When I went upstairs to my son’s room to make sure he was up for school this morning, he told me he was sick and needed to sleep in.  And I was okay with that at first because we had just made a trip to the local Urgent Care Center the day before suspecting that he had strep throat but ended up being a nasty sinus infection with a low fever. 

However, when I went downstairs I discovered that he never bothered to take the antibiotics that the doctor prescribed and I went to all the trouble to get filled.  (I am thinking more and more that I would happily skip the whole Rx insurance benefit and just pay for the medication out of pocket if I could somehow avoid a retail pharmacy).  So now I was pissed that he wanted to sleep in but didn’t bother taking the medication in the first place to make him feel better. Thus I quickly had a new mission; namely, his ass was going to get up and go to school.

All teenagers are notoriously known for the difficulty in getting them up after over two weeks of sleeping in during Christmas break.  Not being one to shy away from such a challenge, and being pissed on top of that – this was a challenge I was sure to win.  So I stood in the doorway and immediately began lecturing him that he WAS going to get up NOW and go to school since I found he did not take his medication. 

Initially it was “Go away, I’m sick.” 

To which my response was, “Well, of course you are because you didn’t take your medication.  Which, if you remember, I had to wait over 30 minutes at the pharmacy to be filled.” 

(Okay, for the record I will admit that this whole thing was probably more about the wasted time it took me to get the script filled rather than the fact that he didn’t take the medication.
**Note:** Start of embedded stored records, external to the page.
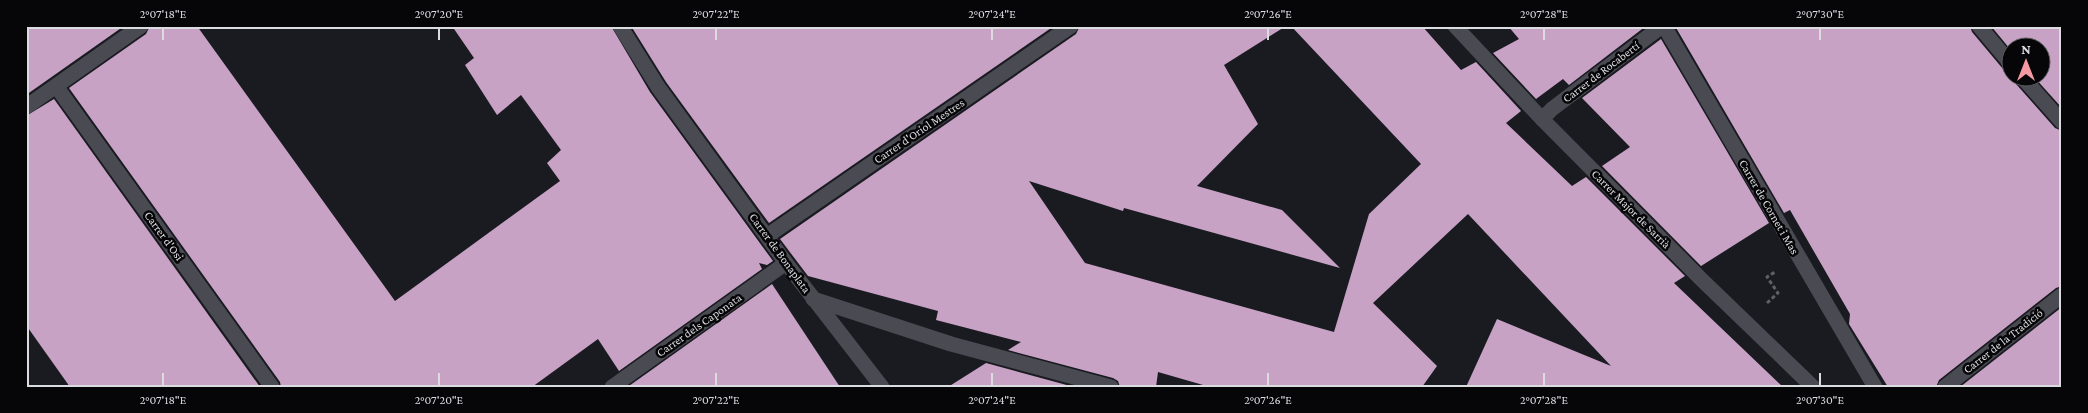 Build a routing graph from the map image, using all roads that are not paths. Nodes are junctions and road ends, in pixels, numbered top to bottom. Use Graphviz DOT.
graph roads {
  1 [pos="141,26"];
  2 [pos="620,26"];
  3 [pos="1072,26"];
  4 [pos="1455,26"];
  5 [pos="1663,26"];
  6 [pos="1979,26"];
  7 [pos="2000,51"];
  8 [pos="56,86"];
  9 [pos="2032,88"];
  10 [pos="26,107"];
  11 [pos="1542,119"];
  12 [pos="2062,122"];
  13 [pos="767,236"];
  14 [pos="786,263"];
  15 [pos="2062,295"];
  16 [pos="813,298"];
  17 [pos="272,387"];
  18 [pos="612,387"];
  19 [pos="882,387"];
  20 [pos="1111,387"];
  21 [pos="1813,387"];
  22 [pos="1875,387"];
  23 [pos="1944,387"];
  1 -- 8 [label="street"];
  2 -- 13 [label="street, Carrer de Bonaplata"];
  3 -- 13 [label="street, Carrer d'Oriol Mestres"];
  4 -- 11 [label="street, Carrer Major de Sarrià"];
  5 -- 11 [label="street, Carrer de Rocabertí"];
  5 -- 22 [label="street, Carrer de Cornet i Mas"];
  6 -- 7 [label="street"];
  8 -- 10 [label="street"];
  8 -- 17 [label="street, Carrer d'Osi"];
  9 -- 12 [label="street"];
  11 -- 21 [label="street, Carrer Major de Sarrià"];
  13 -- 14 [label="street, Carrer de Bonaplata"];
  14 -- 16 [label="street, Carrer de Bonaplata"];
  14 -- 18 [label="street, Carrer dels Caponata"];
  15 -- 23 [label="street, Carrer de la Tradició"];
  16 -- 19 [label="street"];
  16 -- 20 [label="street, Carrer de Bonaplata"];
} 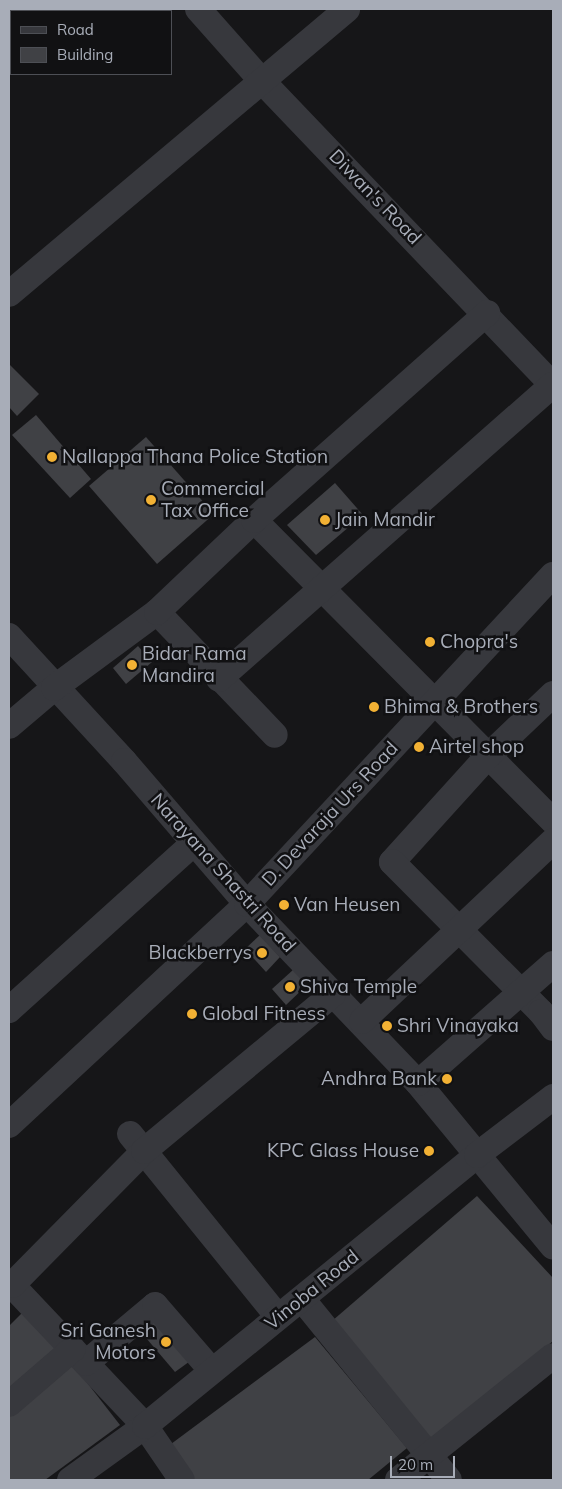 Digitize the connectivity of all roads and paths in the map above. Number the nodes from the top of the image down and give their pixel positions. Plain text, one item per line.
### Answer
1 (198, 9) edge
2 (347, 9) edge
3 (262, 81) junction
4 (9, 294) edge
5 (487, 313) junction
6 (553, 385) edge
7 (254, 520) junction
8 (553, 575) edge
9 (322, 591) junction
10 (158, 612) junction
11 (9, 636) edge
12 (219, 678) junction
13 (54, 688) junction
14 (553, 694) edge
15 (434, 703) junction
16 (9, 726) edge
17 (275, 735) dead end
18 (488, 756) junction
19 (553, 821) edge
20 (553, 840) edge
21 (194, 843) junction
22 (247, 904) junction
23 (460, 928) junction
24 (553, 964) edge
25 (521, 991) junction
26 (333, 994) junction
27 (9, 1010) edge
28 (362, 1022) junction
29 (553, 1028) edge
30 (418, 1083) junction
31 (553, 1098) edge
32 (9, 1125) edge
33 (137, 1142) junction
34 (477, 1156) junction
35 (553, 1247) edge
36 (14, 1294) edge
37 (302, 1299) junction
38 (278, 1317) junction
39 (79, 1356) junction
40 (549, 1367) edge
41 (212, 1371) junction
42 (9, 1404) edge
43 (145, 1426) junction
44 (431, 1456) junction
45 (70, 1480) edge
46 (182, 1480) edge
47 (398, 1480) edge
48 (449, 1480) edge

1 - 3 street, Diwan's Road
2 - 3 street
3 - 4 street
3 - 5 street, Diwan's Road
5 - 6 street, Diwan's Road
5 - 7 street
6 - 9 street
7 - 9 street
7 - 10 street
8 - 15 street, D. Devaraja Urs Road
9 - 12 street
9 - 15 street
10 - 12 street
10 - 13 street
11 - 13 street, Narayana Shastri Road
12 - 17 street
13 - 16 street
13 - 21 street, Narayana Shastri Road
14 - 18 street
15 - 18 street
15 - 22 street, D. Devaraja Urs Road
18 - 19 street
18 - 23 street
20 - 23 street
21 - 22 street, Narayana Shastri Road
21 - 27 street
22 - 26 street, Narayana Shastri Road
22 - 32 street, D. Devaraja Urs Road
23 - 25 street
23 - 28 street
24 - 25 street
25 - 29 street
25 - 30 street
26 - 28 street, Narayana Shastri Road
26 - 33 street
28 - 30 street, Narayana Shastri Road
30 - 34 street, Narayana Shastri Road
31 - 34 street, Vinoba Road
33 - 36 street
33 - 38 street
34 - 35 street, Narayana Shastri Road
34 - 37 street, Vinoba Road
36 - 39 street
37 - 38 street, Vinoba Road
37 - 44 street
38 - 41 street, Vinoba Road
39 - 41 street
39 - 42 street
39 - 43 street
40 - 44 street
41 - 43 street, Vinoba Road
43 - 45 street, Vinoba Road
43 - 46 street
44 - 47 street
44 - 48 street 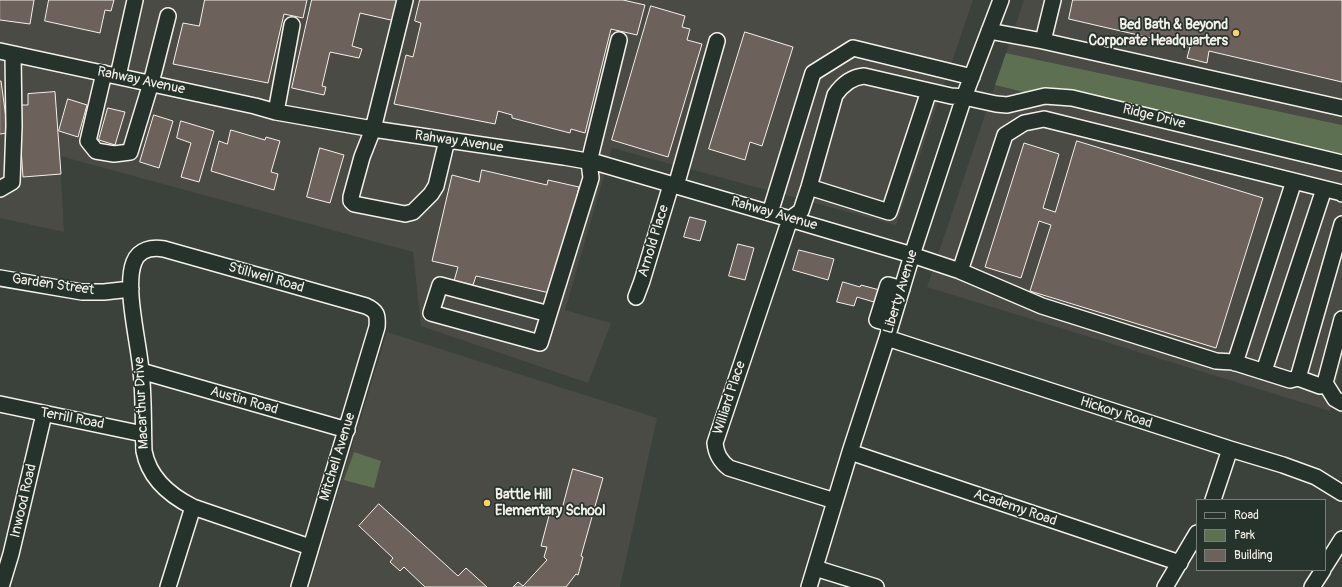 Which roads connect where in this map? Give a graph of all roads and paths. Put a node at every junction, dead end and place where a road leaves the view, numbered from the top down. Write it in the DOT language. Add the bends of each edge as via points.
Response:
graph roads {
  1 [pos="135,0"];
  2 [pos="406,0"];
  3 [pos="1001,0"];
  4 [pos="1053,0"];
  5 [pos="168,16"];
  6 [pos="292,25"];
  7 [pos="989,31"];
  8 [pos="619,40"];
  9 [pos="717,41"];
  10 [pos="1043,41"];
  11 [pos="6,52"];
  12 [pos="111,75"];
  13 [pos="972,77"];
  14 [pos="151,83"];
  15 [pos="929,91"];
  16 [pos="964,96"];
  17 [pos="1342,108"];
  18 [pos="276,112"];
  19 [pos="373,129"];
  20 [pos="447,140"];
  21 [pos="589,162"];
  22 [pos="1342,164"];
  23 [pos="1294,181"];
  24 [pos="674,186"];
  25 [pos="809,187"];
  26 [pos="1324,188"];
  27 [pos="0,189"];
  28 [pos="1342,193"];
  29 [pos="770,213"];
  30 [pos="790,219"];
  31 [pos="1342,224"];
  32 [pos="140,252"];
  33 [pos="912,255"];
  34 [pos="960,271"];
  35 [pos="0,278"];
  36 [pos="131,289"];
  37 [pos="636,298"];
  38 [pos="549,314"];
  39 [pos="1342,319"];
  40 [pos="377,326"];
  41 [pos="889,331"];
  42 [pos="1235,363"];
  43 [pos="141,371"];
  44 [pos="1264,371"];
  45 [pos="1298,378"];
  46 [pos="1323,384"];
  47 [pos="1342,403"];
  48 [pos="0,404"];
  49 [pos="44,414"];
  50 [pos="347,430"];
  51 [pos="143,434"];
  52 [pos="1230,449"];
  53 [pos="850,452"];
  54 [pos="1342,493"];
  55 [pos="1213,499"];
  56 [pos="835,501"];
  57 [pos="192,507"];
  58 [pos="1196,535"];
  59 [pos="1342,539"];
  60 [pos="310,547"];
  61 [pos="6,554"];
  62 [pos="1180,563"];
  63 [pos="1326,564"];
  64 [pos="815,568"];
  65 [pos="1322,571"];
  66 [pos="1,587"];
  67 [pos="168,587"];
  68 [pos="299,587"];
  69 [pos="808,587"];
  70 [pos="876,587"];
  71 [pos="1165,587"];
  72 [pos="1312,587"];
  1 -- 12 [label="street"];
  2 -- 19 [label="street"];
  3 -- 7 [label="street, Liberty Avenue"];
  4 -- 10 [label="street"];
  5 -- 14 [label="street"];
  6 -- 18 [label="street"];
  7 -- 10 [label="street"];
  7 -- 13 [label="street, Liberty Avenue"];
  8 -- 21 [label="street"];
  9 -- 24 [label="street, Arnold Place"];
  10 -- 17 [label="street"];
  11 -- 12 [label="street, Rahway Avenue"];
  11 -- 27 [label="street" via="14,126 12,182"];
  12 -- 14 [label="street, Rahway Avenue"];
  12 -- 14 [label="street" via="88,140 96,151 114,154 130,152"];
  13 -- 16 [label="street, Liberty Avenue"];
  13 -- 29 [label="street" via="854,48 813,73"];
  14 -- 18 [label="street, Rahway Avenue"];
  15 -- 16 [label="street, Ridge Drive"];
  15 -- 25 [label="street, Ridge Drive" via="856,76 835,95"];
  15 -- 25 [label="street" via="889,212"];
  16 -- 22 [label="street, Ridge Drive" via="1007,105 1045,96 1072,98"];
  16 -- 33 [label="street, Liberty Avenue"];
  18 -- 19 [label="street, Rahway Avenue"];
  19 -- 20 [label="street, Rahway Avenue"];
  19 -- 20 [label="street" via="362,157 351,201 354,204 405,214 413,212 436,186"];
  20 -- 21 [label="street, Rahway Avenue"];
  21 -- 24 [label="street, Rahway Avenue"];
  21 -- 38 [label="street" via="591,178"];
  23 -- 26 [label="street"];
  23 -- 34 [label="street" via="1044,119 1024,123 1005,135"];
  23 -- 42 [label="street"];
  24 -- 29 [label="street, Rahway Avenue"];
  24 -- 37 [label="street, Arnold Place"];
  25 -- 30 [label="street" via="801,211"];
  26 -- 28 [label="street"];
  26 -- 44 [label="street"];
  29 -- 30 [label="street, Rahway Avenue"];
  30 -- 33 [label="street, Rahway Avenue"];
  30 -- 56 [label="street, Williard Place" via="717,435 716,451 729,468"];
  31 -- 45 [label="street"];
  32 -- 36 [label="street, Macarthur Drive" via="134,261"];
  32 -- 40 [label="street, Stillwell Road" via="153,247 164,249 366,306 374,310 378,317"];
  33 -- 34 [label="street, Rahway Avenue"];
  33 -- 41 [label="street, Liberty Avenue"];
  34 -- 42 [label="street, Rahway Avenue" via="1042,306 1216,361"];
  35 -- 36 [label="street, Garden Street" via="82,292"];
  36 -- 43 [label="street, Macarthur Drive"];
  38 -- 38 [label="street" via="540,343 431,313 440,285"];
  39 -- 46 [label="street"];
  40 -- 50 [label="street, Mitchell Avenue"];
  41 -- 52 [label="street, Hickory Road"];
  41 -- 53 [label="street, Liberty Avenue"];
  42 -- 44 [label="street, Rahway Avenue"];
  43 -- 50 [label="street, Austin Road"];
  43 -- 51 [label="street, Macarthur Drive"];
  44 -- 45 [label="street, Rahway Avenue" via="1290,380"];
  45 -- 46 [label="street, Rahway Avenue"];
  46 -- 47 [label="street" via="1335,399"];
  48 -- 49 [label="street, Terrill Road"];
  49 -- 51 [label="street, Terrill Road"];
  49 -- 61 [label="street, Inwood Road"];
  50 -- 60 [label="street, Mitchell Avenue"];
  51 -- 57 [label="street, Macarthur Drive" via="146,459 158,482"];
  52 -- 54 [label="street, Hickory Road" via="1316,477"];
  52 -- 55 [label="street"];
  53 -- 56 [label="street, Liberty Avenue"];
  53 -- 62 [label="street, Academy Road"];
  56 -- 64 [label="street, Liberty Avenue"];
  57 -- 60 [label="street, Macarthur Drive"];
  57 -- 67 [label="street"];
  58 -- 62 [label="street"];
  59 -- 63 [label="street"];
  60 -- 68 [label="street, Mitchell Avenue"];
  61 -- 66 [label="street, Inwood Road"];
  62 -- 71 [label="street"];
  64 -- 69 [label="street, Liberty Avenue"];
  64 -- 70 [label="street"];
  65 -- 72 [label="street"];
}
But as mother, I have the absolute authority to be bitchy about anything – ask any mother and they will agree).

Michael quickly changed his tune from “I’m sick” to the simple, yet ineffective “Go away.” 

Like that was going to work.  But seeing as he was not moving from his bed, I started to open up his desk drawers.

 “Well,” I said “If you aren’t going to get up, I might as well take this time to snoop through your stuff.” 

Okay, that pissed him off which I knew because he told me.  I ignored his use of a few simple curse words – I was still going to win. 

So then I started lecturing about all the soda and plastic water bottles in his room and his clear refusal to recycle which, as he knew, our family was big on recycling.  Bless his heart, he tried to ignore me. 

I then moved to his closet and opened up a box saying to myself “Wonder what’s in here?” 

At which point, it was very evident that this clearly pissed 17 year old was not going to go back to sleep. 

“FINE” he bellows. “LEAVE AND I’LL GET UP!”

I never did make it to my last and final action – lying down next to him in his bed, putting my face close to his and humming “Home on the Range” while staring at him.  When will they learn that parents will always win the Get Your Ass Up and Go to School Fight?  Well, okay.  Sometimes I immediately give in; I like to sleep in, too.